[TASK STATEMENT]:
Omitting the pictures, restate all of the entries below exactly.

(Records from a dataset)
# # # # #

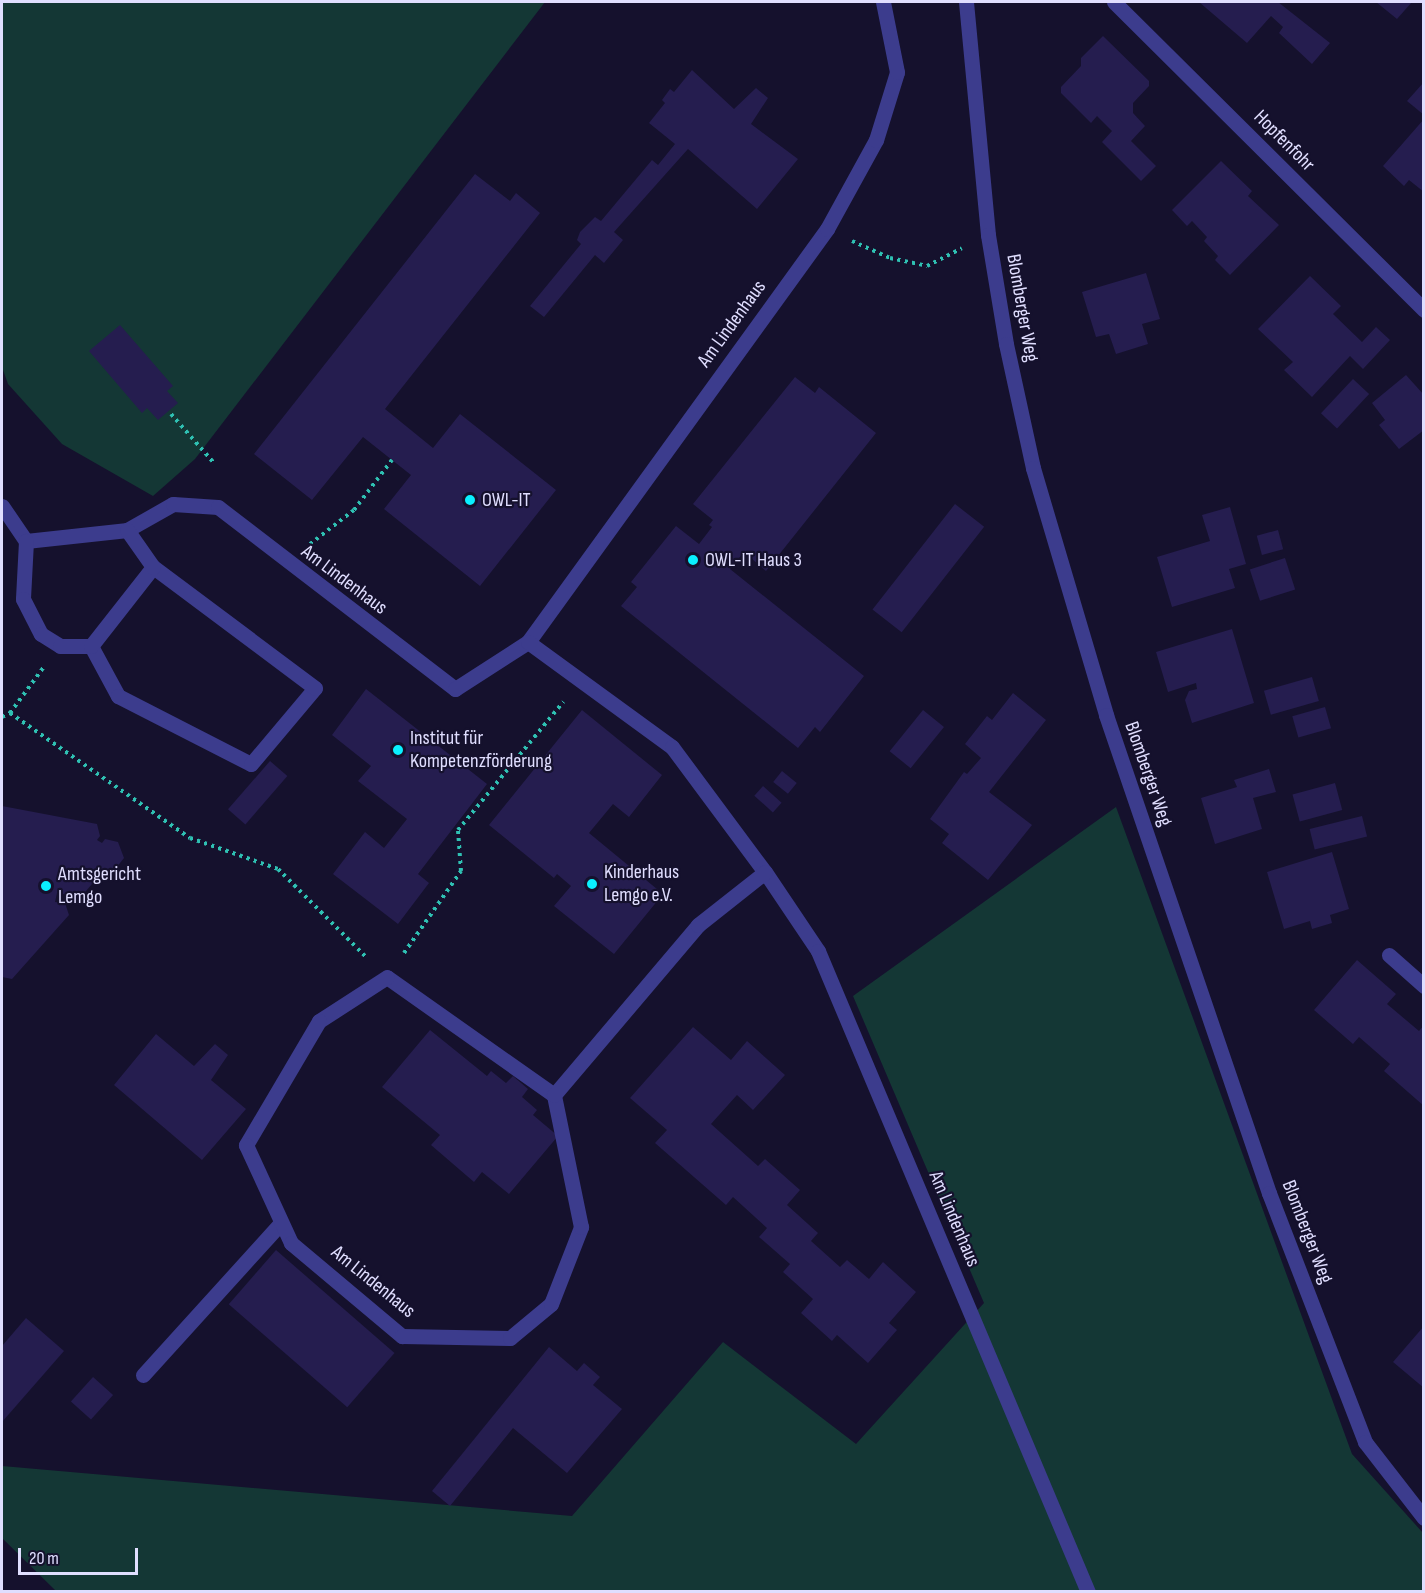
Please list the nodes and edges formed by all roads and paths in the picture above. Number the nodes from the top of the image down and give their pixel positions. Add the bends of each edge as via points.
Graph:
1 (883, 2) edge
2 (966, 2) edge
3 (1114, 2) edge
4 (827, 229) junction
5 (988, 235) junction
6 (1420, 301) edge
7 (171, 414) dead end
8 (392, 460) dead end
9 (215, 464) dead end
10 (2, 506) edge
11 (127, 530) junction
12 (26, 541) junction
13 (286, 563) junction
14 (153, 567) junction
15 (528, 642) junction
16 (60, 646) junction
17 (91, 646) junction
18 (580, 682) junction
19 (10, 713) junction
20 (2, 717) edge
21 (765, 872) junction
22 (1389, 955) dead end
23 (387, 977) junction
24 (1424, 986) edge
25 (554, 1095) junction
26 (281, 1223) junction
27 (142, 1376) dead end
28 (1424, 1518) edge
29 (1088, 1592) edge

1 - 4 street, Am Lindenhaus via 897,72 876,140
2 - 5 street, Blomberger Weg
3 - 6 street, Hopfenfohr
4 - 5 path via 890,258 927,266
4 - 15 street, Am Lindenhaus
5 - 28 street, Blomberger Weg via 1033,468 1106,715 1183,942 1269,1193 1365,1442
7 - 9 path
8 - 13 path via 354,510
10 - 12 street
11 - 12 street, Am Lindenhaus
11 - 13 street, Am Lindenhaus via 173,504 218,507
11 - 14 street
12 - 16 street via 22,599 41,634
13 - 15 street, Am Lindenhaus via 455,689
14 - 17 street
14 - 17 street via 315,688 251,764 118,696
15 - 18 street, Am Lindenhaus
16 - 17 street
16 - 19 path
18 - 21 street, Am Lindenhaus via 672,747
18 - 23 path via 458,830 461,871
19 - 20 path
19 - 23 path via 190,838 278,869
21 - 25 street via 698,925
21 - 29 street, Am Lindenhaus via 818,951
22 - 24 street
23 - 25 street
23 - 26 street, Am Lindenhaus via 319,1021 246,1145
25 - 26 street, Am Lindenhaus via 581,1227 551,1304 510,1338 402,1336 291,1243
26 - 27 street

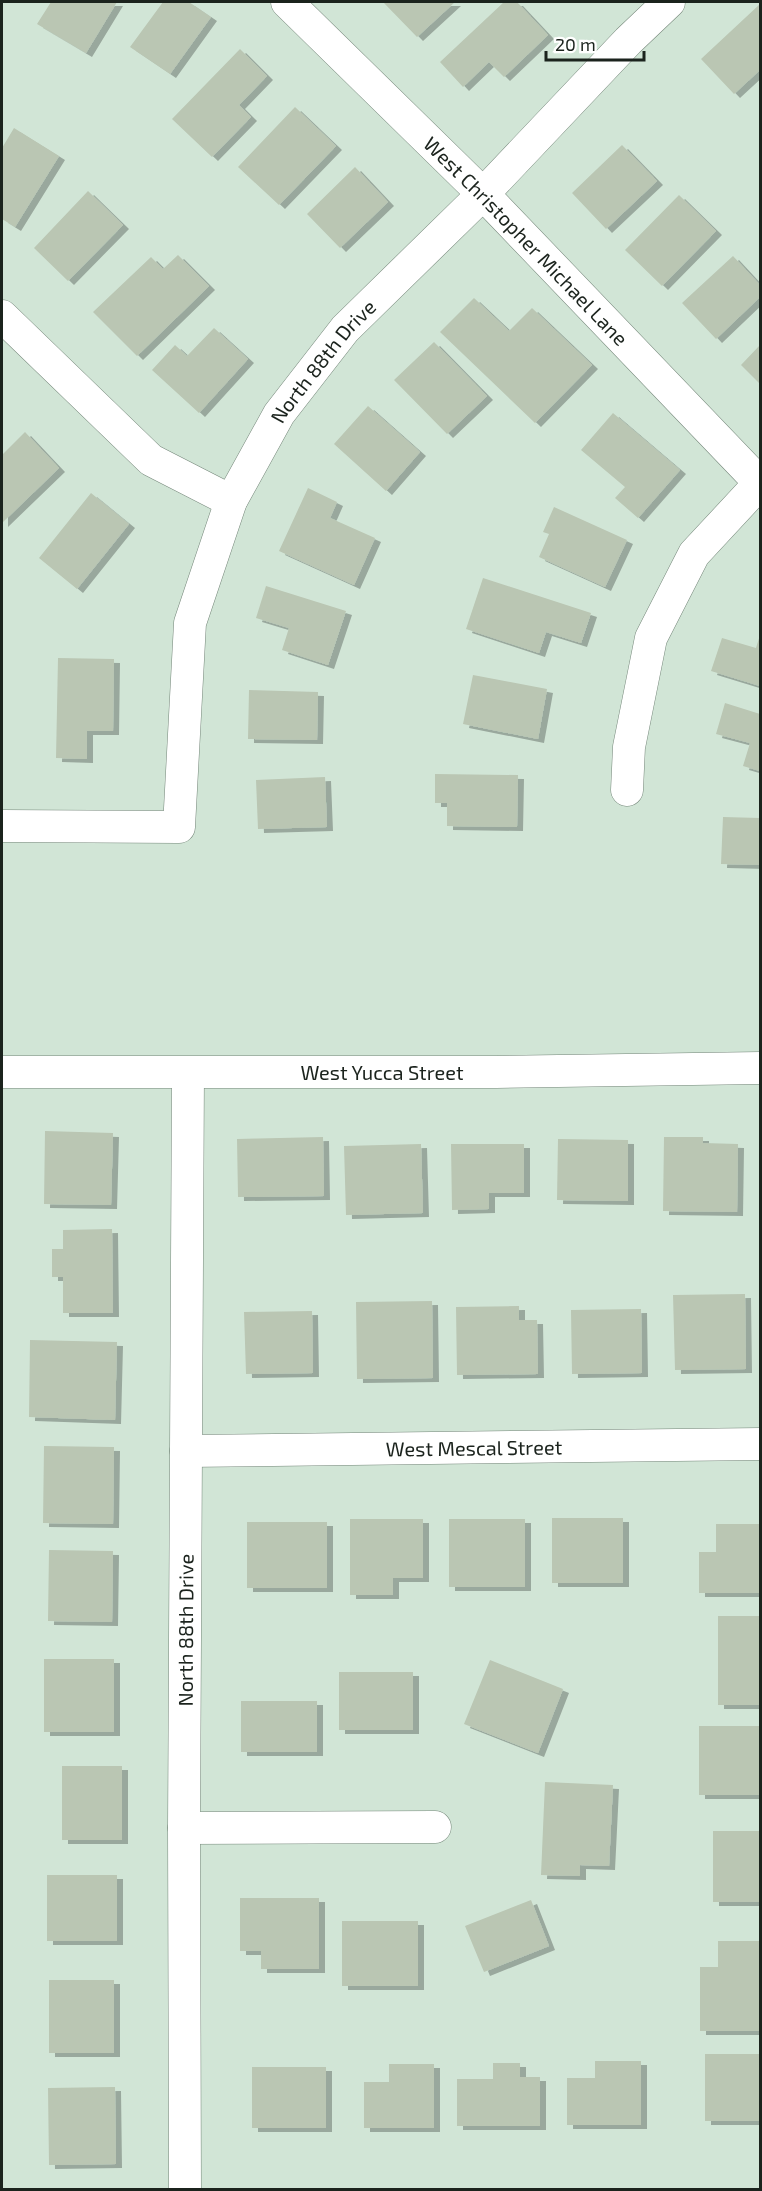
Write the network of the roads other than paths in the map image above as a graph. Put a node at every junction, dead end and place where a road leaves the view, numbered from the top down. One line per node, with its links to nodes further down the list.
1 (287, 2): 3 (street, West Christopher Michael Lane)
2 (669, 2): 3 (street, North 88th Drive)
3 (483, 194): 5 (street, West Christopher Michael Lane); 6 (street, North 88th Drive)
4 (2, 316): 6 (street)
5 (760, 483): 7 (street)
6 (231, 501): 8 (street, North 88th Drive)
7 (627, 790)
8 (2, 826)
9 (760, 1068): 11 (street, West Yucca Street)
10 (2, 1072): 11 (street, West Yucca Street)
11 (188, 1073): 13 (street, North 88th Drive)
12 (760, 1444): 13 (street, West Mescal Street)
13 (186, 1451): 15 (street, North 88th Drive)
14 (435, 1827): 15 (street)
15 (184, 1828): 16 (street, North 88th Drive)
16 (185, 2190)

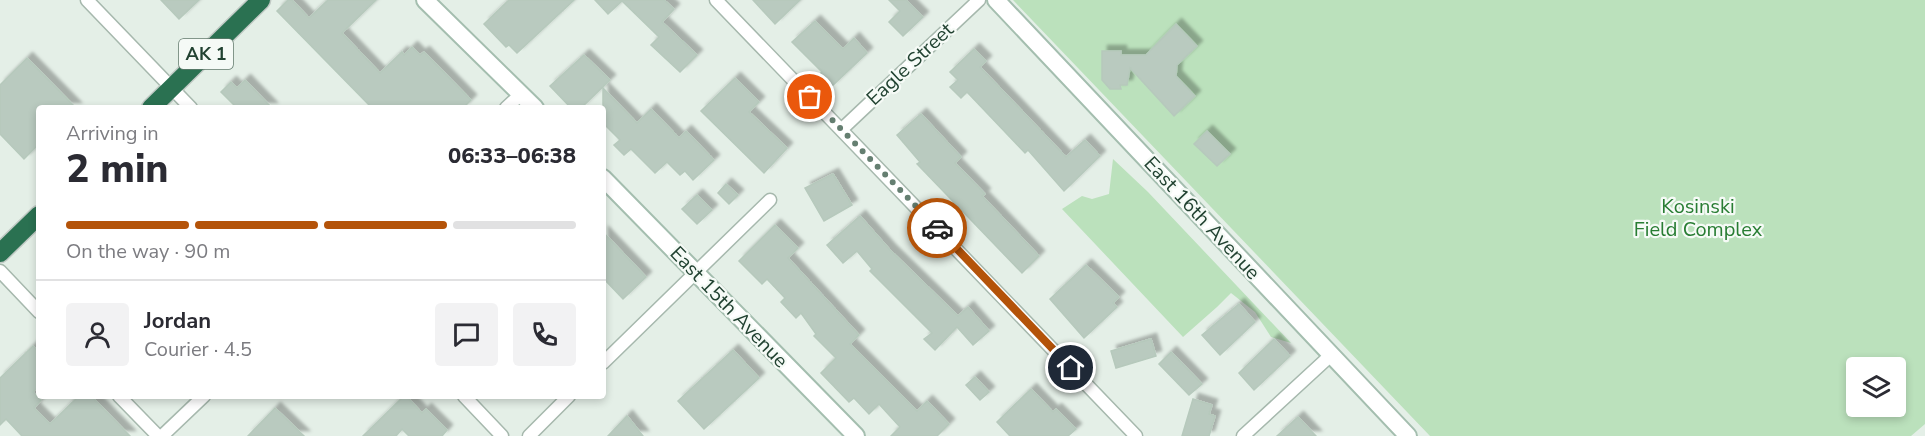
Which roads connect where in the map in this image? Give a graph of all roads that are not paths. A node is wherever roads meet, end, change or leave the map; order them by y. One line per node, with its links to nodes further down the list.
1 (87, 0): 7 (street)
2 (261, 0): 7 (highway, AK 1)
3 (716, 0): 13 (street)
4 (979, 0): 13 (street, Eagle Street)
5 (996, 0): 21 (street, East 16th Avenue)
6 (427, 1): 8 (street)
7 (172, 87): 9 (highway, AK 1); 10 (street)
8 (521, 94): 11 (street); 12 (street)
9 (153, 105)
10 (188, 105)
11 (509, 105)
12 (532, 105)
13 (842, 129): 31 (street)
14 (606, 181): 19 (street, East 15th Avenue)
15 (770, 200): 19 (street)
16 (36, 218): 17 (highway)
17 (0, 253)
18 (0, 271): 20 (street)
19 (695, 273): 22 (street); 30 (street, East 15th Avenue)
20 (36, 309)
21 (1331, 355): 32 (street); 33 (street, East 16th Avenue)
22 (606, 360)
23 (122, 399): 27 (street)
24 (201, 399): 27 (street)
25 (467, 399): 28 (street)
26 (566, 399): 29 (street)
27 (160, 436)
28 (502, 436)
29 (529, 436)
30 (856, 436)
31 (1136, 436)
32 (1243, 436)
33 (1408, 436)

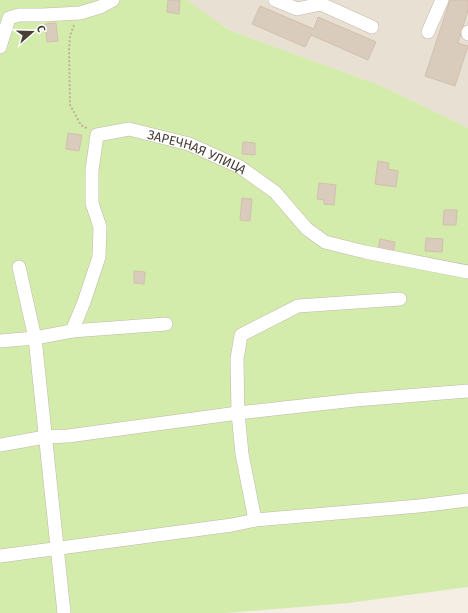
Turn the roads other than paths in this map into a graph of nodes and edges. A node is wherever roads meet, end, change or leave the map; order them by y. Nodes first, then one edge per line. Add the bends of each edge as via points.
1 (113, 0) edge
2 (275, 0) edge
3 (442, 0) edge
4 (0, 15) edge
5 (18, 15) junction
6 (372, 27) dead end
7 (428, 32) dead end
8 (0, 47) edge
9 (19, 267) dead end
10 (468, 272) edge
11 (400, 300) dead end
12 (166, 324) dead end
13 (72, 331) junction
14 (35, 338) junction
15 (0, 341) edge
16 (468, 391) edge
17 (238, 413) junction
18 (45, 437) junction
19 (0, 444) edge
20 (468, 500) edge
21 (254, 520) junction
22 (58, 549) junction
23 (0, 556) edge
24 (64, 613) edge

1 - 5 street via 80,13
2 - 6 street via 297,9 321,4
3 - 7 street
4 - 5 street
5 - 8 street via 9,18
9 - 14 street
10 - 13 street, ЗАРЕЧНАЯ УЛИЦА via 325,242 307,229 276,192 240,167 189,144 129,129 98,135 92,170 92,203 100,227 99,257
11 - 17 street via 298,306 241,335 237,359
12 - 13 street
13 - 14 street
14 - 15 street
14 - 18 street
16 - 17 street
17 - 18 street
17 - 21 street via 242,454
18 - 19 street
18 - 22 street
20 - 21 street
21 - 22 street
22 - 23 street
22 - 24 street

# # # # #

[SOLUTION TO THE EXERCISE]:
Please list the nodes and edges formed by all roads and paths in the picture above. Number the nodes from the top of the image down and give their pixel positions. Add the bends of each edge as via points.
Graph:
1 (883, 2) edge
2 (966, 2) edge
3 (1114, 2) edge
4 (827, 229) junction
5 (988, 235) junction
6 (1420, 301) edge
7 (171, 414) dead end
8 (392, 460) dead end
9 (215, 464) dead end
10 (2, 506) edge
11 (127, 530) junction
12 (26, 541) junction
13 (286, 563) junction
14 (153, 567) junction
15 (528, 642) junction
16 (60, 646) junction
17 (91, 646) junction
18 (580, 682) junction
19 (10, 713) junction
20 (2, 717) edge
21 (765, 872) junction
22 (1389, 955) dead end
23 (387, 977) junction
24 (1424, 986) edge
25 (554, 1095) junction
26 (281, 1223) junction
27 (142, 1376) dead end
28 (1424, 1518) edge
29 (1088, 1592) edge

1 - 4 street, Am Lindenhaus via 897,72 876,140
2 - 5 street, Blomberger Weg
3 - 6 street, Hopfenfohr
4 - 5 path via 890,258 927,266
4 - 15 street, Am Lindenhaus
5 - 28 street, Blomberger Weg via 1033,468 1106,715 1183,942 1269,1193 1365,1442
7 - 9 path
8 - 13 path via 354,510
10 - 12 street
11 - 12 street, Am Lindenhaus
11 - 13 street, Am Lindenhaus via 173,504 218,507
11 - 14 street
12 - 16 street via 22,599 41,634
13 - 15 street, Am Lindenhaus via 455,689
14 - 17 street
14 - 17 street via 315,688 251,764 118,696
15 - 18 street, Am Lindenhaus
16 - 17 street
16 - 19 path
18 - 21 street, Am Lindenhaus via 672,747
18 - 23 path via 458,830 461,871
19 - 20 path
19 - 23 path via 190,838 278,869
21 - 25 street via 698,925
21 - 29 street, Am Lindenhaus via 818,951
22 - 24 street
23 - 25 street
23 - 26 street, Am Lindenhaus via 319,1021 246,1145
25 - 26 street, Am Lindenhaus via 581,1227 551,1304 510,1338 402,1336 291,1243
26 - 27 street

Write the network of the roads other than paths in the map image above as a graph. Put a node at every junction, dead end and place where a road leaves the view, numbered from the top down. One line per node, with its links to nodes further down the list.
1 (287, 2): 3 (street, West Christopher Michael Lane)
2 (669, 2): 3 (street, North 88th Drive)
3 (483, 194): 5 (street, West Christopher Michael Lane); 6 (street, North 88th Drive)
4 (2, 316): 6 (street)
5 (760, 483): 7 (street)
6 (231, 501): 8 (street, North 88th Drive)
7 (627, 790)
8 (2, 826)
9 (760, 1068): 11 (street, West Yucca Street)
10 (2, 1072): 11 (street, West Yucca Street)
11 (188, 1073): 13 (street, North 88th Drive)
12 (760, 1444): 13 (street, West Mescal Street)
13 (186, 1451): 15 (street, North 88th Drive)
14 (435, 1827): 15 (street)
15 (184, 1828): 16 (street, North 88th Drive)
16 (185, 2190)

Which roads connect where in the map in this image? Give a graph of all roads that are not paths. A node is wherever roads meet, end, change or leave the map; order them by y. One line per node, with its links to nodes further down the list.
1 (87, 0): 7 (street)
2 (261, 0): 7 (highway, AK 1)
3 (716, 0): 13 (street)
4 (979, 0): 13 (street, Eagle Street)
5 (996, 0): 21 (street, East 16th Avenue)
6 (427, 1): 8 (street)
7 (172, 87): 9 (highway, AK 1); 10 (street)
8 (521, 94): 11 (street); 12 (street)
9 (153, 105)
10 (188, 105)
11 (509, 105)
12 (532, 105)
13 (842, 129): 31 (street)
14 (606, 181): 19 (street, East 15th Avenue)
15 (770, 200): 19 (street)
16 (36, 218): 17 (highway)
17 (0, 253)
18 (0, 271): 20 (street)
19 (695, 273): 22 (street); 30 (street, East 15th Avenue)
20 (36, 309)
21 (1331, 355): 32 (street); 33 (street, East 16th Avenue)
22 (606, 360)
23 (122, 399): 27 (street)
24 (201, 399): 27 (street)
25 (467, 399): 28 (street)
26 (566, 399): 29 (street)
27 (160, 436)
28 (502, 436)
29 (529, 436)
30 (856, 436)
31 (1136, 436)
32 (1243, 436)
33 (1408, 436)

Turn the roads other than paths in this map into a graph of nodes and edges. A node is wherever roads meet, end, change or leave the map; order them by y. Nodes first, then one edge per line. Add the bends of each edge as via points.
1 (113, 0) edge
2 (275, 0) edge
3 (442, 0) edge
4 (0, 15) edge
5 (18, 15) junction
6 (372, 27) dead end
7 (428, 32) dead end
8 (0, 47) edge
9 (19, 267) dead end
10 (468, 272) edge
11 (400, 300) dead end
12 (166, 324) dead end
13 (72, 331) junction
14 (35, 338) junction
15 (0, 341) edge
16 (468, 391) edge
17 (238, 413) junction
18 (45, 437) junction
19 (0, 444) edge
20 (468, 500) edge
21 (254, 520) junction
22 (58, 549) junction
23 (0, 556) edge
24 (64, 613) edge

1 - 5 street via 80,13
2 - 6 street via 297,9 321,4
3 - 7 street
4 - 5 street
5 - 8 street via 9,18
9 - 14 street
10 - 13 street, ЗАРЕЧНАЯ УЛИЦА via 325,242 307,229 276,192 240,167 189,144 129,129 98,135 92,170 92,203 100,227 99,257
11 - 17 street via 298,306 241,335 237,359
12 - 13 street
13 - 14 street
14 - 15 street
14 - 18 street
16 - 17 street
17 - 18 street
17 - 21 street via 242,454
18 - 19 street
18 - 22 street
20 - 21 street
21 - 22 street
22 - 23 street
22 - 24 street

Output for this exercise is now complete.